Here's the sort of thing I used to work on; not this particular system or company, but on electro-optical units and missile aiming platforms for ground vehicles.


Also did airborne radar systems for missions that aren't declassified and never divulged to us and a bunch of vehicles and vehicle mods as well as a stint in carrier aircraft test systems and one hand-carried test box.

The last electro-optical package I worked on was for the Australians. I did the IR and laser designator module.

Then off to a contract to fix an Israeli home-turf design for a trailer; it needed a lot of work as they hadn't put all the required parts on the drawing and were half-assing it to get it to pass the IDF requirements while telling the IDF it was ready for production. The IDF didn't care too much because it's all US foreign aid money so for them it's basically free money to spend to keep the Israeli defense contractors getting money for screwing up. The IDF colonel cared because half-assed or not his task was getting the trailers produced. I felt for that guy. The people in Haifa were nice enough, but they were terrible at design and documentation. IDF is still ordering them, a decade later, after I repaired their drawing package and they should have done the hydraulic and electrical mods to fix self-inflicted problems, but who knows.

Over the years products were for TACOM, USAF, USN, Australian Army, Kuwait, USMC, US Army, Boeing, and the USPS. IDF was via TACOM who managed FMS (foreign military sales) contracts on behalf of the IDF, but we did a number of direct to TACOM contracts that I worked on. One I wanted to work on was E-FOGM launcher systems, but it got killed by the DoD before it got out of the early development stage.
 
3DDave,
In order to "put into words" a relationship between two features or between a controlled feature and two or three reference features, the designer needs first to understand how this relationship is established as a requirement and how the variation is controlled. If it is expected from the designer to describe the conventional method involving a tolerance zone, a datum reference frame, and basic dimensions, the company should at the very least allow the designer to access either the Y14.5/ISO GPS standards, an internal standard based on any of these, alternatively some professional literature, or arrange some kind of training. If the designer never learned it because the company's management is "smart" and so good at cutting expenses, it is expected from the designer to come up with a method of his own.
Then:
Firstly, I'm all for encouraging creativity and originality, but - good luck No. 1.
Secondly, If he actually managed to come up with something that makes sense and is truly effective at controlling the variation AND providing enough allowance, will the person reading the note be able to understand it as intended? Good luck No. 2.

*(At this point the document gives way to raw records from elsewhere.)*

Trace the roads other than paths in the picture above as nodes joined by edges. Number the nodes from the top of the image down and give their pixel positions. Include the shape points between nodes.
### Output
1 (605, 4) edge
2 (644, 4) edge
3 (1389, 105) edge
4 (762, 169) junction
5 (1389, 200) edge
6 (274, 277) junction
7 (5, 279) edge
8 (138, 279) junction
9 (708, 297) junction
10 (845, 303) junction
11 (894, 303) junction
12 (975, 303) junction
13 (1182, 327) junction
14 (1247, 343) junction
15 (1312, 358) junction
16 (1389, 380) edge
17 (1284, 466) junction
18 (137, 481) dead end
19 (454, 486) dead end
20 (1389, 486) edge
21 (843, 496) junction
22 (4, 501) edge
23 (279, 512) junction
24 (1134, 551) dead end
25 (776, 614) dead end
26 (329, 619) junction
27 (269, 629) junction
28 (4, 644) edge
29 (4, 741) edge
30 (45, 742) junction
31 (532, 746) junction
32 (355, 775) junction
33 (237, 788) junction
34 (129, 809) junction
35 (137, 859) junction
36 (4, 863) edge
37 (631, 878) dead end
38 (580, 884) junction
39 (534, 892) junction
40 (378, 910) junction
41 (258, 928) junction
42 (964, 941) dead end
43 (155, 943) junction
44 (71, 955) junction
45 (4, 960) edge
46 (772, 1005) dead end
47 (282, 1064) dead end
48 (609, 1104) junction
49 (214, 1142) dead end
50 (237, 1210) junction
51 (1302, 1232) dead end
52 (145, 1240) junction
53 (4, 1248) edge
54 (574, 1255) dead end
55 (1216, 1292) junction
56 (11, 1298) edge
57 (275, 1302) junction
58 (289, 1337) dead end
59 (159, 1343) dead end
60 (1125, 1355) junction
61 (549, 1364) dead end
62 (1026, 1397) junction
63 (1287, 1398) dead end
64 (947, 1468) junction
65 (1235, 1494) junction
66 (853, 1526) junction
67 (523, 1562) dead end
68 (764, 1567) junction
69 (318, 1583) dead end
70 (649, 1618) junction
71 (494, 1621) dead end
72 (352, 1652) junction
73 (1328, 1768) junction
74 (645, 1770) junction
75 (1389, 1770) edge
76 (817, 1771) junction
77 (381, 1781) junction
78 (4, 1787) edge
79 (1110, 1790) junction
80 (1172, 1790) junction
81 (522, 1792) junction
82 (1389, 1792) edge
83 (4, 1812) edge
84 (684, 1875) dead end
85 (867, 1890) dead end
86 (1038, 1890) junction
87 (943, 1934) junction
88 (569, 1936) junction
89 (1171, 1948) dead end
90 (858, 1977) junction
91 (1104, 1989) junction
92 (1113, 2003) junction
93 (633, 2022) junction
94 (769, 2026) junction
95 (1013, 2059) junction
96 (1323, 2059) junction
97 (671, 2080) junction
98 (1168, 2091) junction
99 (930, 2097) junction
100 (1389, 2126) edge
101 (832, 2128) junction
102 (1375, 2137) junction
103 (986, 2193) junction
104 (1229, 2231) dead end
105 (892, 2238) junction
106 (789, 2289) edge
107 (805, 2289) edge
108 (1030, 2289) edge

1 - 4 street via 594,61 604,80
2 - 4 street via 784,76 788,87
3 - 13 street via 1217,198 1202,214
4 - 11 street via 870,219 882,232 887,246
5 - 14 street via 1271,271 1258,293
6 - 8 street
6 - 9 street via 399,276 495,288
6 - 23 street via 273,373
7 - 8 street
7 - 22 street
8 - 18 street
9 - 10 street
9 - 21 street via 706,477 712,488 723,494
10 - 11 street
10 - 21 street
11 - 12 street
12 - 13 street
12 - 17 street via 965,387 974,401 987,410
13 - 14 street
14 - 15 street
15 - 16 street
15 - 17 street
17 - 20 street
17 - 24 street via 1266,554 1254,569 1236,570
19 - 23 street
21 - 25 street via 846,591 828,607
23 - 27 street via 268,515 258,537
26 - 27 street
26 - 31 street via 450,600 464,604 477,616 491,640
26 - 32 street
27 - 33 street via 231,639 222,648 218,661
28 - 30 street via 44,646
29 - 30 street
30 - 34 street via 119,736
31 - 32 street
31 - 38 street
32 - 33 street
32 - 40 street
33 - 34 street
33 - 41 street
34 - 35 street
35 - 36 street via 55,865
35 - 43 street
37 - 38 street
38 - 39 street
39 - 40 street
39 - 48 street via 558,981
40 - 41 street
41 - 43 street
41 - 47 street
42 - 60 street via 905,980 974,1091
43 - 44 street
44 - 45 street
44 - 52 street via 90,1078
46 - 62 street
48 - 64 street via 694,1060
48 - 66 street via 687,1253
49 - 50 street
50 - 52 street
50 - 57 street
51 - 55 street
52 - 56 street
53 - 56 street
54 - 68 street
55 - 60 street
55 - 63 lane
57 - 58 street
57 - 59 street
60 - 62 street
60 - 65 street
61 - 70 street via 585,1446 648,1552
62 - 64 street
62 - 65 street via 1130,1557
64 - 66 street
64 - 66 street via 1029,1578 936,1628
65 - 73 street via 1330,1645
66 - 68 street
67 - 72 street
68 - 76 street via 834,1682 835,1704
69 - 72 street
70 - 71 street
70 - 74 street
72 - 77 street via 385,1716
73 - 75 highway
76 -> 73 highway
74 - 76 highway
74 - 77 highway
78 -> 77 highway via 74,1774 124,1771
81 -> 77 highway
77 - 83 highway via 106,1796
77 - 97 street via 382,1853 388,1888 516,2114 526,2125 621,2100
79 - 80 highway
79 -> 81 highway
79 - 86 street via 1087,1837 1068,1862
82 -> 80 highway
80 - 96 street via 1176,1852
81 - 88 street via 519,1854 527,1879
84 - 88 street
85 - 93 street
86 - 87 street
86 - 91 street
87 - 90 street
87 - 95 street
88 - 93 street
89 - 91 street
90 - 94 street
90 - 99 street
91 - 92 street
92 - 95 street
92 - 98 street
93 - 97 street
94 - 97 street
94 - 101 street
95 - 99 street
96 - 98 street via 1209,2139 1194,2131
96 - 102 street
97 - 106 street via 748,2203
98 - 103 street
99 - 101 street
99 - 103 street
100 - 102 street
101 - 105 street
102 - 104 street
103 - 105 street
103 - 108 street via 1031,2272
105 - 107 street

Suppose that they managed with the above, by extensive direct communication between the designer and the in-house manufacturing+inspection or external vendor. Now the company is going to "rapidly collect" these notes, as you suggest, to create a note bank to be used as a sort of company standard. Wouldn't it soon be required to train people to understand and implement these notes?
What else will come along in the documentation that has this list of notes? Maybe a "terms and definitions" section? Examples and illustrations "means this" style? Who will be editing and maintaining this document? Deciding whether new proposed notes are worth adding, or maybe there are already equivalent ones in the list? Sorting them by categories? What will be the cost of all this to the company?
Wouldn't it already make more sense to train the employees according to a national or international standard and spare all these note writing, collecting, and clarifying efforts?

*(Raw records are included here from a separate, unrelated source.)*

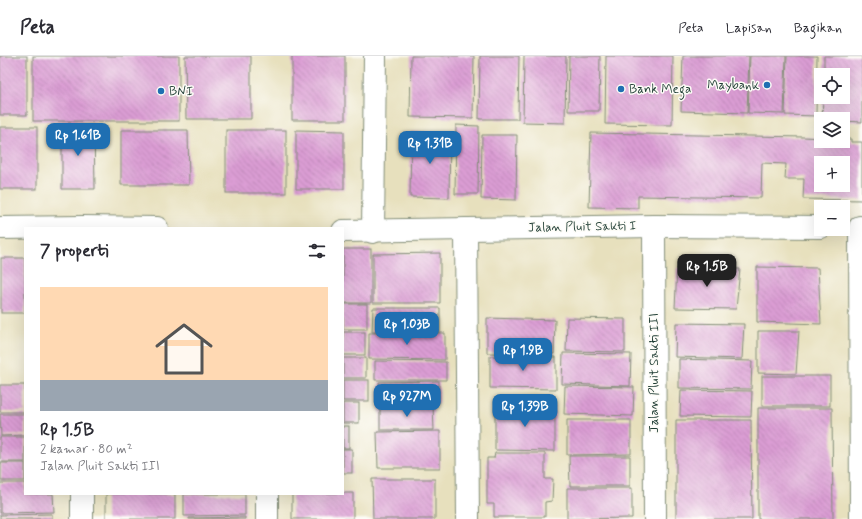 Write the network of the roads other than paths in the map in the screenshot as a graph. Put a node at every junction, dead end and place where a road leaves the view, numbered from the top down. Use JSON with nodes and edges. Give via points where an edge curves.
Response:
{"nodes":[{"id":1,"x":375,"y":56,"type":"edge"},
{"id":2,"x":654,"y":226,"type":"junction"},
{"id":3,"x":814,"y":227,"type":"edge"},
{"id":4,"x":855,"y":227,"type":"edge"},
{"id":5,"x":0,"y":228,"type":"edge"},
{"id":6,"x":24,"y":228,"type":"edge"},
{"id":7,"x":466,"y":229,"type":"junction"},
{"id":8,"x":344,"y":231,"type":"edge"},
{"id":9,"x":373,"y":232,"type":"junction"},
{"id":10,"x":82,"y":495,"type":"edge"},
{"id":11,"x":267,"y":495,"type":"edge"},
{"id":12,"x":82,"y":519,"type":"edge"},
{"id":13,"x":267,"y":519,"type":"edge"},
{"id":14,"x":468,"y":519,"type":"edge"},
{"id":15,"x":655,"y":519,"type":"edge"},
{"id":16,"x":861,"y":519,"type":"edge"}],
"edges":[{"from":1,"to":9,"type":"street"},
{"from":2,"to":3,"type":"street","name":"Jalan Pluit Sakti I"},
{"from":2,"to":7,"type":"street","name":"Jalan Pluit Sakti I"},
{"from":2,"to":15,"type":"street","name":"Jalan Pluit Sakti III"},
{"from":4,"to":16,"type":"street"},
{"from":5,"to":6,"type":"street"},
{"from":7,"to":9,"type":"street","name":"Jalan Pluit Sakti I"},
{"from":7,"to":14,"type":"street"},
{"from":8,"to":9,"type":"street","name":"Jalan Pluit Sakti I"},
{"from":10,"to":12,"type":"street"},
{"from":11,"to":13,"type":"street"}]} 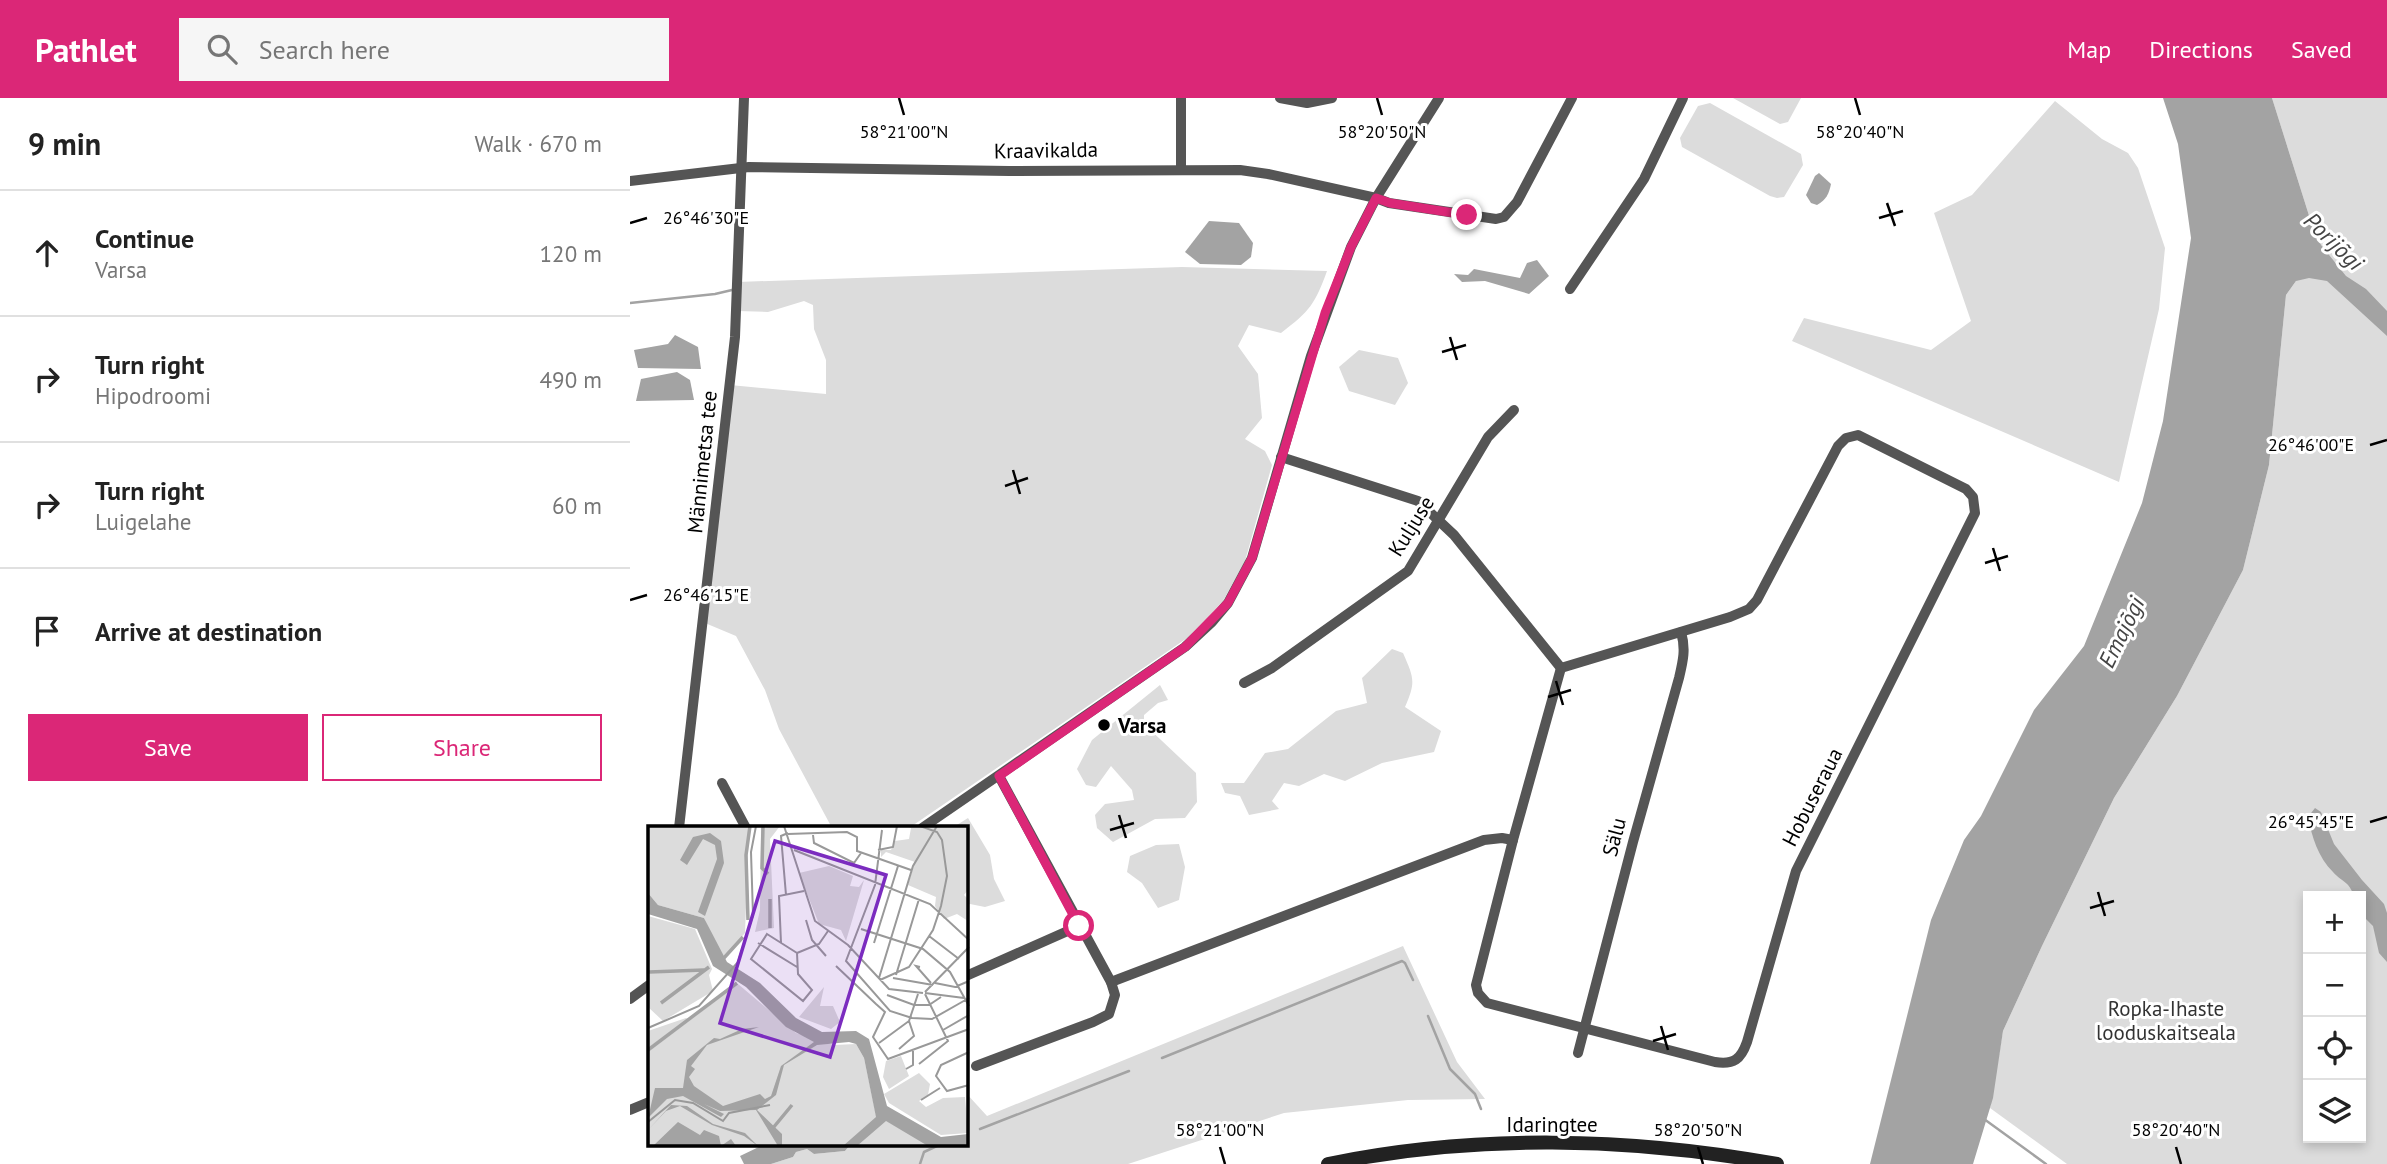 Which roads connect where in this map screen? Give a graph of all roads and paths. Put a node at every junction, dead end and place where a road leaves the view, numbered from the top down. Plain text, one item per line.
1 (744, 98) edge
2 (1181, 98) edge
3 (1280, 98) edge
4 (1332, 98) edge
5 (1439, 98) edge
6 (1572, 98) edge
7 (1683, 98) edge
8 (742, 168) junction
9 (1181, 170) junction
10 (630, 181) edge
11 (1376, 198) junction
12 (1570, 289) dead end
13 (1514, 410) dead end
14 (1281, 457) junction
15 (1438, 520) junction
16 (1681, 632) junction
17 (1561, 668) junction
18 (1244, 683) dead end
19 (999, 776) junction
20 (722, 783) dead end
21 (679, 826) edge
22 (745, 826) edge
23 (925, 826) edge
24 (1513, 840) junction
25 (1079, 926) junction
26 (968, 975) edge
27 (1111, 982) junction
28 (648, 986) edge
29 (630, 999) edge
30 (1585, 1029) junction
31 (1578, 1053) dead end
32 (976, 1066) dead end
33 (648, 1102) edge
34 (630, 1110) edge
35 (1328, 1164) edge
36 (1777, 1164) edge

1 - 8 street, Männimetsa tee
2 - 9 street
3 - 4 street
5 - 11 street
6 - 11 street, Kraavikalda
7 - 12 street
8 - 9 street, Kraavikalda
8 - 10 street, Kraavikalda
8 - 21 street, Männimetsa tee
9 - 11 street, Kraavikalda
11 - 14 street
13 - 15 street, Kuljuse
14 - 15 street
14 - 19 street
15 - 17 street
15 - 18 street, Kuljuse
16 - 17 street, Hobuseraua
16 - 30 street, Sälu
16 - 30 street, Hobuseraua
17 - 24 street, Hobuseraua
19 - 23 street
19 - 25 street
20 - 22 street
24 - 27 street
24 - 30 street, Hobuseraua
25 - 26 street
25 - 27 street
27 - 32 street
28 - 29 street
30 - 31 street, Sälu
33 - 34 street
35 - 36 main road, Idaringtee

"Suppliers who have expressed a desire to increase prices or refuse to work if they see even one geometric tolerance" are expecting to see only old school directly toleranced dimensions on the drawings they work by. That includes holes located by directly toleranced dimensions with no detailing of what the tolerance applies to. That supplier doesn't give a damn if you mean to apply the tolerance to a straight axis derived from the largest inscribed perfect cylinder ASME style, an imperfect line representing a center which is influenced by the form of the hole ISO GPS style, a center point of a projected circular contour optical comparator style, the center point of the near/far end of the hole, a center point in a circular cross-section in the middle of the feature that can be probed by a CMM, or anything else. That supplier just wants to work by an ambiguous drawing that doesn't bind him to any verification method or requires him to hire people capable of interpretation of any robustly defined requirements. How will this supplier react to a drawing cluttered with lengthy notes, possibly supplemented by portions from that company standard note-bank documentation (intended to add clarity to some of the notes)? Do you expect him to say, "yeah, that's nothing special... I shouldn't charge a lot for this part since the print doesn't have any GD&T in it..."? You got to be kidding me.

Maybe a better approach would be that if a supplier "expressed a desire to increase prices or refuse to work if they see even one geometric tolerance", that supplier should be avoided?
 
3DDave, regarding your latest post:

"they hadn't put all the required parts on the drawing..."

"IDF is still ordering them, a decade later, after I repaired their drawing package and they should have done the hydraulic and electrical mods to fix self-inflicted problems..."

So was the problem that they made an incomplete assembly drawing?
How well were their component drawings made? Was the dimensioning and tolerancing on the component drawings adequate?
Do you feel they could do much better had they been more competent at tolerancing practices such as defining functional DRFs to relate features to each other, specifying geometrical tolerance controls that minimize tolerance stacks etc.? Was the problem with their design or was it related to knowing how to communicate the design intent on the prints?

What's the moral of the story?
 
The moral is - yet another organization that doesn't fit your explanation of everyone you have met, and in your own back yard.

And that's the last question I answer until you fix the backlog of questions I've had of you.
 
Nice try at evasion.
You asked many questions and those of them that make sense were answered either directly or you could easily read them between the lines. For example, your question about ISO GPS - you could conclude what my position is from my recent post from 06:26 where I mentioned it more than once (and I'm expecting you to deal with points I raised in that post). You could also understand it before you even asked the question, from posts such as the one at 30 Aug 22 11:49 - the clarification of what is referred to as "GD&T", in the parentheses at the beginning of the post.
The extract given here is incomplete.